TORONTO – A 14-year-old Ontario scientist, whose work could help future space colonists, will talk about her bio-engineering breakthroughs at the Massachusetts Institute of Technology this weekend.

Patricia Rea travelled to MIT on Friday for the 2019 Global Community Bio Summit. The clever Markham, Ont. teen has been praised for her award-winning extracurricular experiments and research involving yeast and proteins, which could help as a food source for space explorers.

“NASA and SpaceX hope to get a colony on Mars and the moon, which is challenging for a lot of reasons,” Rea told in a phone interview.

“Radiation, extreme cold and heat plus no oxygen makes it hard for anything to live. My research involves how proteins fold and function.“

Rea‘s research includes testing her bio-engineered proteins in extreme temperatures like liquid nitrogen, which drops to an icy -196 C.

Her sample protein dropped in liquid nitrogen had a survival rate of one or two per cent, she said. But the survival rate jumped to about 50 per cent when the temperate was a relatively warmer -80 C.

Mars has an average temperature ranging from 20 C to -73 C across its equator, Rea explained. At its poles, temperatures drop to a bitter -153 C, with the average floating around -63 C.

Her work could also be applied back here on Earth with biodegradable plastics and clothing.
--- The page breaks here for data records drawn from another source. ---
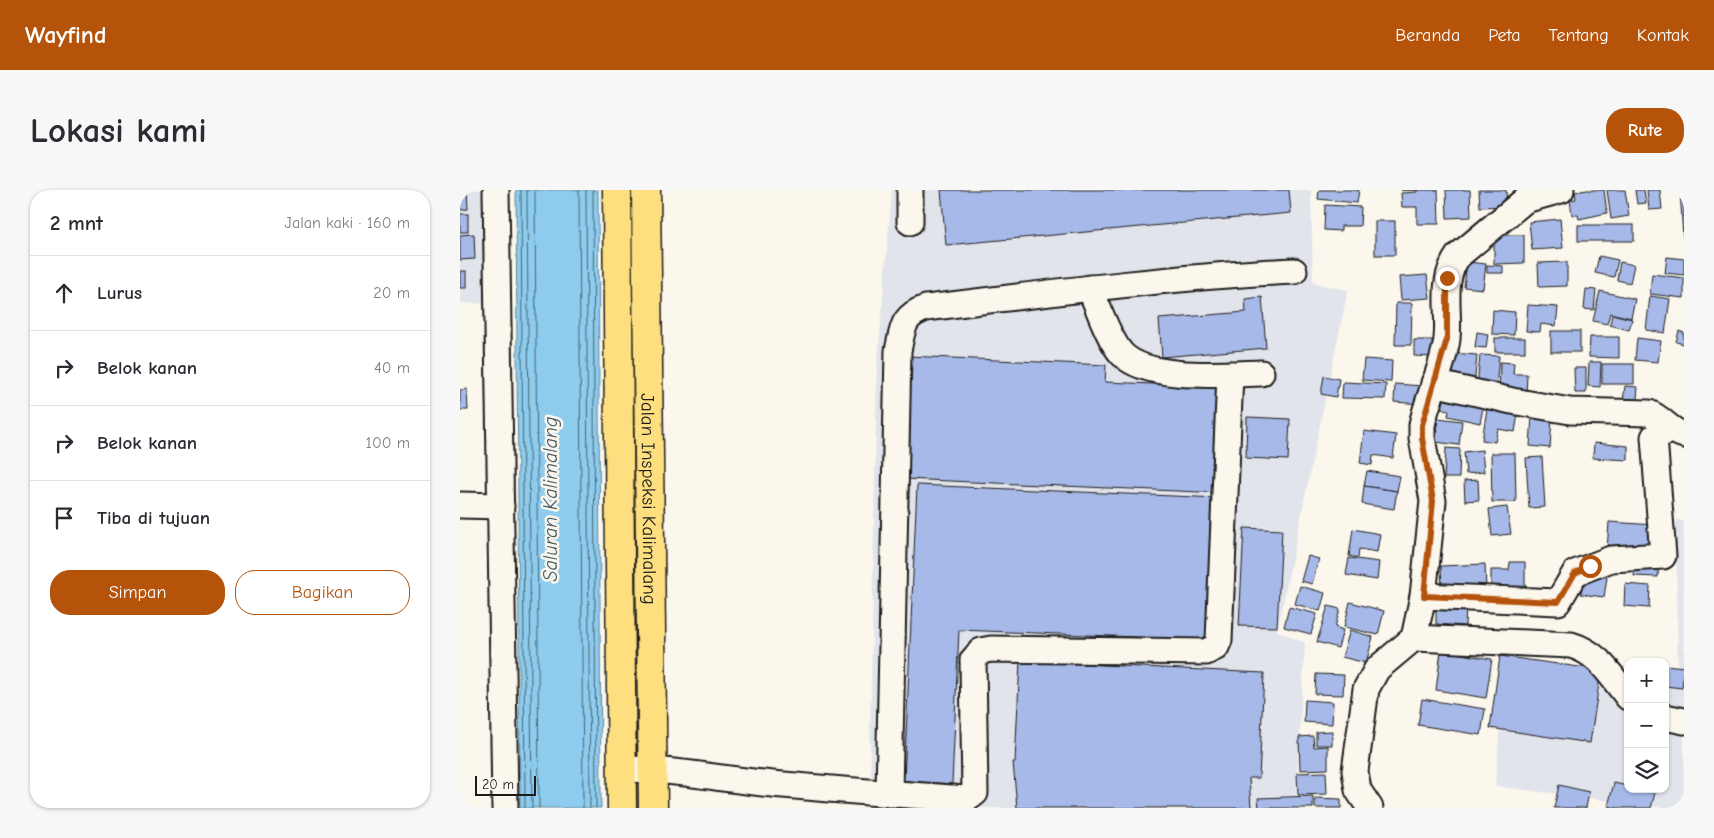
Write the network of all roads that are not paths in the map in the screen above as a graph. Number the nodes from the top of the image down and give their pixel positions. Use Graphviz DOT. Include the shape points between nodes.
graph roads {
  1 [pos="496,190"];
  2 [pos="617,190"];
  3 [pos="646,190"];
  4 [pos="910,190"];
  5 [pos="1560,190"];
  6 [pos="1529,195"];
  7 [pos="910,222"];
  8 [pos="1294,270"];
  9 [pos="1090,288"];
  10 [pos="618,329"];
  11 [pos="648,333"];
  12 [pos="1261,373"];
  13 [pos="1230,374"];
  14 [pos="1434,383"];
  15 [pos="1678,432"];
  16 [pos="460,505"];
  17 [pos="501,506"];
  18 [pos="1424,596"];
  19 [pos="1414,638"];
  20 [pos="1624,692"];
  21 [pos="1669,718"];
  22 [pos="1684,721"];
  23 [pos="623,769"];
  24 [pos="652,769"];
  25 [pos="889,794"];
  26 [pos="505,808"];
  27 [pos="622,808"];
  28 [pos="653,808"];
  29 [pos="1370,808"];
  1 -- 17 [label="street"];
  2 -- 10 [label="main road, Jalan Inspeksi Kalimalang"];
  3 -- 11 [label="main road, Jalan Inspeksi Kalimalang"];
  4 -- 7 [label="street"];
  5 -- 6 [label="street"];
  6 -- 14 [label="street" via="1458,256 1451,266 1447,278 1447,339"];
  8 -- 9 [label="street"];
  9 -- 13 [label="street" via="1122,354 1138,365 1168,372"];
  9 -- 25 [label="street" via="926,308 913,312 904,324 898,351"];
  10 -- 11 [label="main road"];
  10 -- 23 [label="main road, Jalan Inspeksi Kalimalang"];
  11 -- 24 [label="main road, Jalan Inspeksi Kalimalang"];
  12 -- 13 [label="street"];
  13 -- 25 [label="street" via="1219,640 1216,647 1206,652 981,651 973,660 976,793 967,799"];
  14 -- 15 [label="street" via="1570,411 1649,413"];
  14 -- 18 [label="street" via="1422,425 1433,501"];
  15 -- 18 [label="street" via="1654,437 1663,556 1611,559 1575,573 1558,602"];
  16 -- 17 [label="street"];
  17 -- 26 [label="street"];
  18 -- 19 [label="street"];
  19 -- 20 [label="street" via="1585,649 1598,658"];
  19 -- 29 [label="street" via="1377,669 1366,689 1355,772 1358,790"];
  21 -- 22 [label="street"];
  23 -- 24 [label="street"];
  23 -- 27 [label="main road, Jalan Inspeksi Kalimalang"];
  24 -- 25 [label="street"];
  24 -- 28 [label="main road, Jalan Inspeksi Kalimalang"];
}
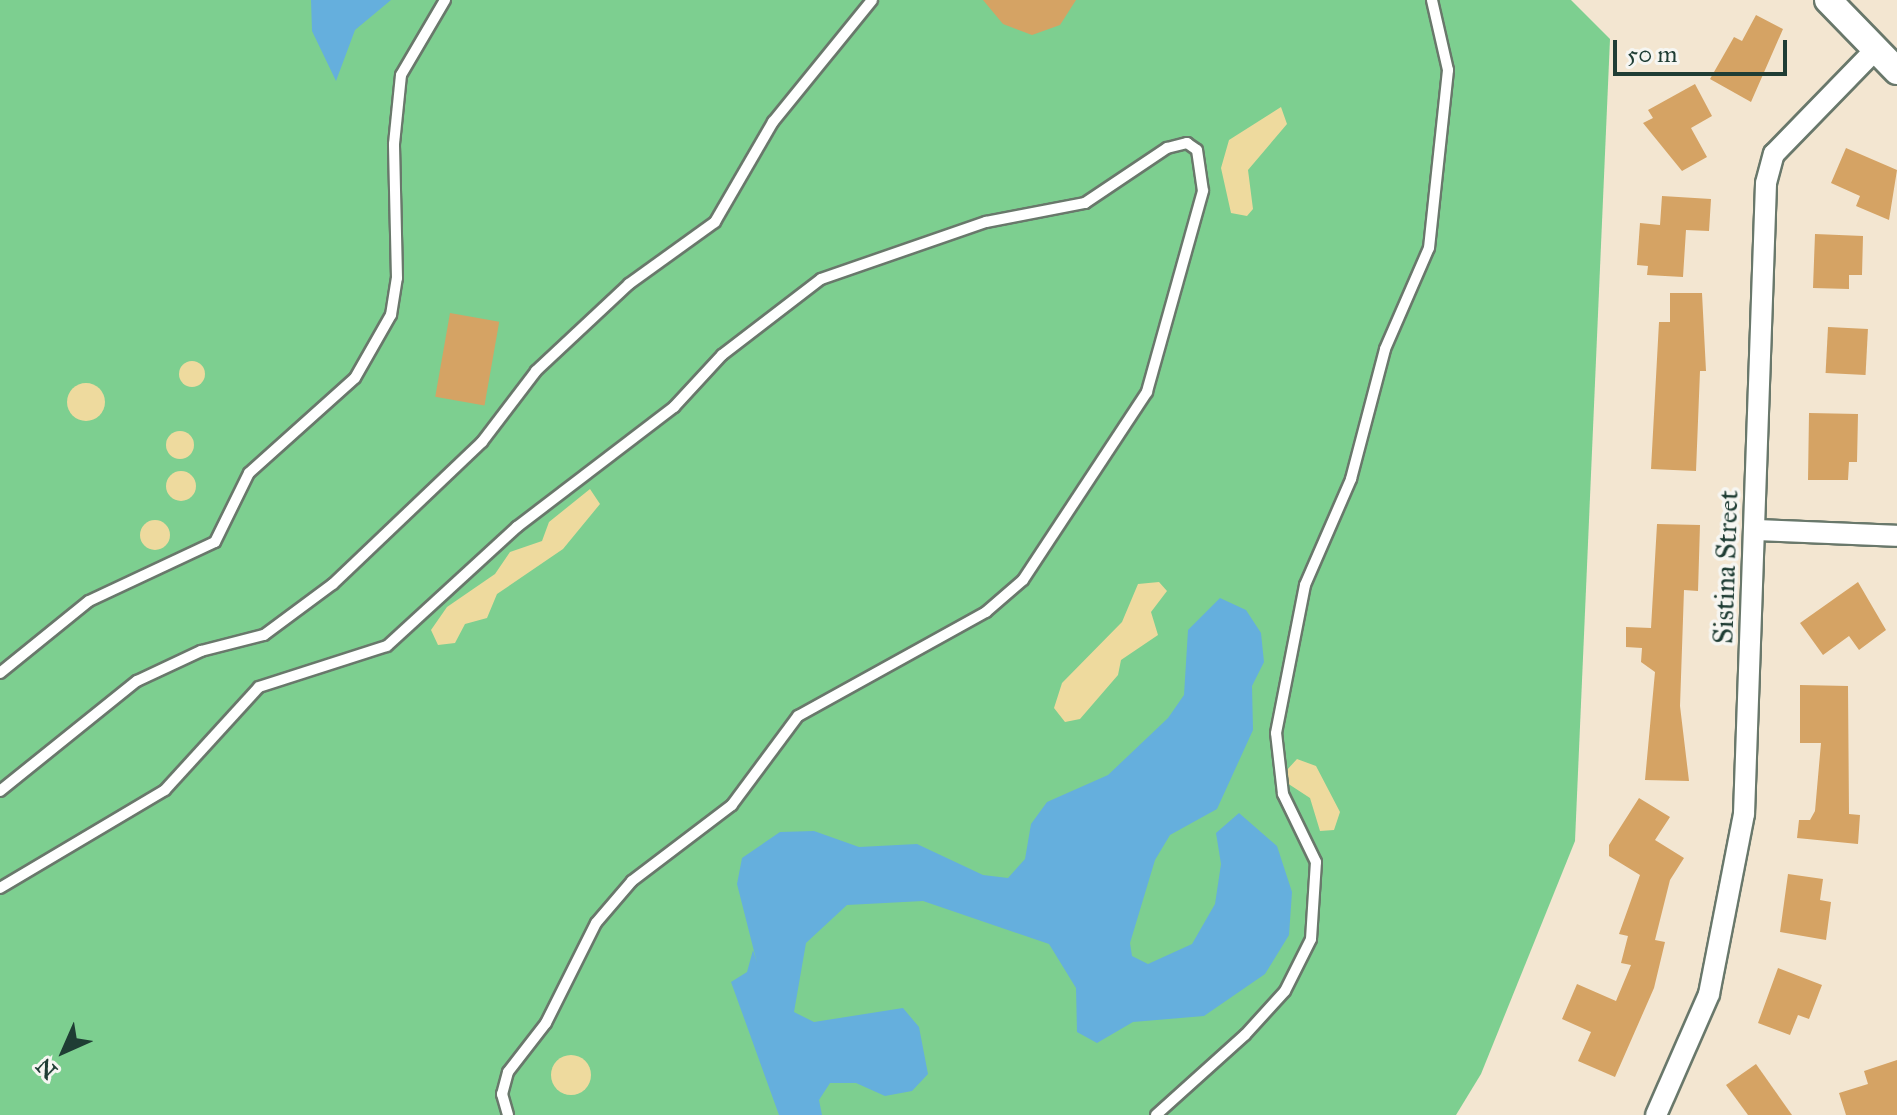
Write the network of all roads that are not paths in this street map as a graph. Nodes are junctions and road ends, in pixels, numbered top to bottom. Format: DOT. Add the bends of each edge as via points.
graph roads {
  1 [pos="445,0"];
  2 [pos="872,0"];
  3 [pos="1432,0"];
  4 [pos="1828,0"];
  5 [pos="1876,49"];
  6 [pos="1897,71"];
  7 [pos="1755,530"];
  8 [pos="1897,536"];
  9 [pos="0,673"];
  10 [pos="0,791"];
  11 [pos="0,888"];
  12 [pos="508,1115"];
  13 [pos="1156,1115"];
  14 [pos="1656,1115"];
  1 -- 9 [label="lane" via="401,75 394,144 397,278 391,315 355,378 249,473 215,542 195,558 89,601"];
  2 -- 10 [label="lane" via="773,122 715,222 629,284 536,371 482,442 333,584 264,635 201,651 137,681"];
  3 -- 13 [label="lane" via="1448,70 1429,248 1385,349 1351,479 1305,585 1276,733 1283,794 1316,862 1311,939 1301,966 1245,1035"];
  4 -- 5 [label="street"];
  5 -- 6 [label="street"];
  5 -- 7 [label="street, Sistina Street" via="1774,154 1766,183"];
  7 -- 8 [label="street"];
  7 -- 14 [label="street, Sistina Street" via="1737,870 1709,994"];
  11 -- 12 [label="lane" via="165,790 259,687 387,646 517,527 674,407 722,355 821,279 986,222 1085,203 1167,148 1187,143 1197,150 1203,191 1147,392 1023,580 986,612 798,716 732,805 632,881 596,923 546,1023 508,1072 502,1094"];
}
Rea’s parents, Jim and Susan, are understandably proud of their daughter. They helped foster her love of science by buying a genetic engineering easy-bake oven kit from Alberta-based education company Amino Labs, which makes custom chemistry and genetic engineering kits for children and schools.

“She was always interested in biology,” Jim told

“When she was three or four, she would play with magnifying glasses and she’s always been interested in space, which has turned into a love of science fiction.

“She has a lot of fun. She’s fun. We’re really blessed. She has a 10-year-old brother too, they have lots of questions. We couldn’t ask for anything more rewarding as a parent.”

And the young Rea didn’t necessarily inherit her flair for science from her folks. Jim works in corporate communications and Susan in art direction.

Meanwhile, Rea has kept in touch with the scientists from Amino Labs and gets homework from her mentor there, head scientist Justin Pahara, with whom she brainstorms and discusses lab protocols with over a video call.

Amino Labs founder Julie Legault established the company after a MIT event. She described young Rea as “an exceptional young woman, very smart and ambitious.”

Rea is also a junior editor of Amino’s latest handbook, “Zero to Genetic Engineering Hero.”

She’s been working hard this week in preparation for the summit. She even received special permission from Markham District High School to take the week off.

The high schooler will give four five-minute presentations at the Bio Summit before setting up a stall to explain her work and encourage more young people to study STEM subjects.